==== Excerpted records

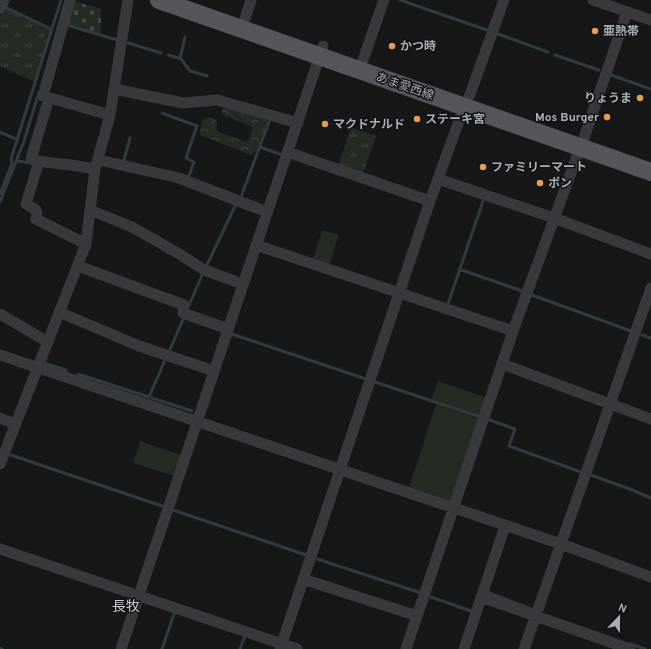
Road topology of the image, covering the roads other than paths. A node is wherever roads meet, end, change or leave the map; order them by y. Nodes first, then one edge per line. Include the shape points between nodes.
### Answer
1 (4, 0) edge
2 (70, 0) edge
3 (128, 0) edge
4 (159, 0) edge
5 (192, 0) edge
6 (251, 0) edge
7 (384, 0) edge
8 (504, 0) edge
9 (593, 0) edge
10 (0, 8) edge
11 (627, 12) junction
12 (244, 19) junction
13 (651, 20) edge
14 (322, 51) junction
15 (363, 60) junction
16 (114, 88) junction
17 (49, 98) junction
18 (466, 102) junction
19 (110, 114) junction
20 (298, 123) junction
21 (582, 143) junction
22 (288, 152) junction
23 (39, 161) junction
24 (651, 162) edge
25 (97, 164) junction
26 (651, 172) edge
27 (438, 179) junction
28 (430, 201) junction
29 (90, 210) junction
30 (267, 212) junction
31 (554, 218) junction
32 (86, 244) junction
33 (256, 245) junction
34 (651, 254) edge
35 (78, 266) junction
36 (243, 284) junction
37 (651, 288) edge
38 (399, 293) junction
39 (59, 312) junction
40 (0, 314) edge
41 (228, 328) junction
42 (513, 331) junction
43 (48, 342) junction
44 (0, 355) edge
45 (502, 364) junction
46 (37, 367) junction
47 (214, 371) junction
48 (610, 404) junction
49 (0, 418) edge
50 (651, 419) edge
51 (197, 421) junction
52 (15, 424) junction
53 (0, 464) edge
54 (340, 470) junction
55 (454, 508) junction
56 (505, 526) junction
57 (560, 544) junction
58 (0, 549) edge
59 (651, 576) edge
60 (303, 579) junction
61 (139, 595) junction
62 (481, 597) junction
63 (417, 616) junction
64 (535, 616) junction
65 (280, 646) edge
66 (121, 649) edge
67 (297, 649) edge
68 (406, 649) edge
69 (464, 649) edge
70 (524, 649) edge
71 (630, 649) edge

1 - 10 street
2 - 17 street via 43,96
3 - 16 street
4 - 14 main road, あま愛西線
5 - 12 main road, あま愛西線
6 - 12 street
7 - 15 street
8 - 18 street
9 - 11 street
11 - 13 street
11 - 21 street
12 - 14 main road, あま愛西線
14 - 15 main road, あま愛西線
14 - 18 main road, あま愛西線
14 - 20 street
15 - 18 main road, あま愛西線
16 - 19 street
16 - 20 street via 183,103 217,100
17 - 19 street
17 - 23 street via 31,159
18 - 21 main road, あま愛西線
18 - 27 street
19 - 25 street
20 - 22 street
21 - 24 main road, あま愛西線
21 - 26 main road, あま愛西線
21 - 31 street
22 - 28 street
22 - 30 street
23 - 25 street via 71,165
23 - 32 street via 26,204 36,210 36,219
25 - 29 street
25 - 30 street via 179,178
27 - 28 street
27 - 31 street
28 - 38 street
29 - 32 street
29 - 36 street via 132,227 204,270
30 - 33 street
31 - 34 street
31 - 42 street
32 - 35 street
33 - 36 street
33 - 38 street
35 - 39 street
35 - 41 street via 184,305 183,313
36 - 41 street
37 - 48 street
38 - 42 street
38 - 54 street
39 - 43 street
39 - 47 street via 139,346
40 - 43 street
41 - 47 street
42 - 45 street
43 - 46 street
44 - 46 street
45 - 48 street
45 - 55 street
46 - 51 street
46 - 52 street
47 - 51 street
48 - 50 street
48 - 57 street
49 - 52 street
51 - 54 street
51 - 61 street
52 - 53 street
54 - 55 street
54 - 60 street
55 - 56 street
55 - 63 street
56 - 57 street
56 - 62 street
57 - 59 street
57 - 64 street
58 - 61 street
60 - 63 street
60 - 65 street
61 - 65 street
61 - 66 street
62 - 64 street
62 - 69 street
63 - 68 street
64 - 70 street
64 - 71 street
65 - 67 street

========

[Work instructions]
In the material, find each line with the word "あま愛西線" and list it.

[Result of this exercise]
4 - 14 main road, あま愛西線
5 - 12 main road, あま愛西線
12 - 14 main road, あま愛西線
14 - 15 main road, あま愛西線
14 - 18 main road, あま愛西線
15 - 18 main road, あま愛西線
18 - 21 main road, あま愛西線
21 - 24 main road, あま愛西線
21 - 26 main road, あま愛西線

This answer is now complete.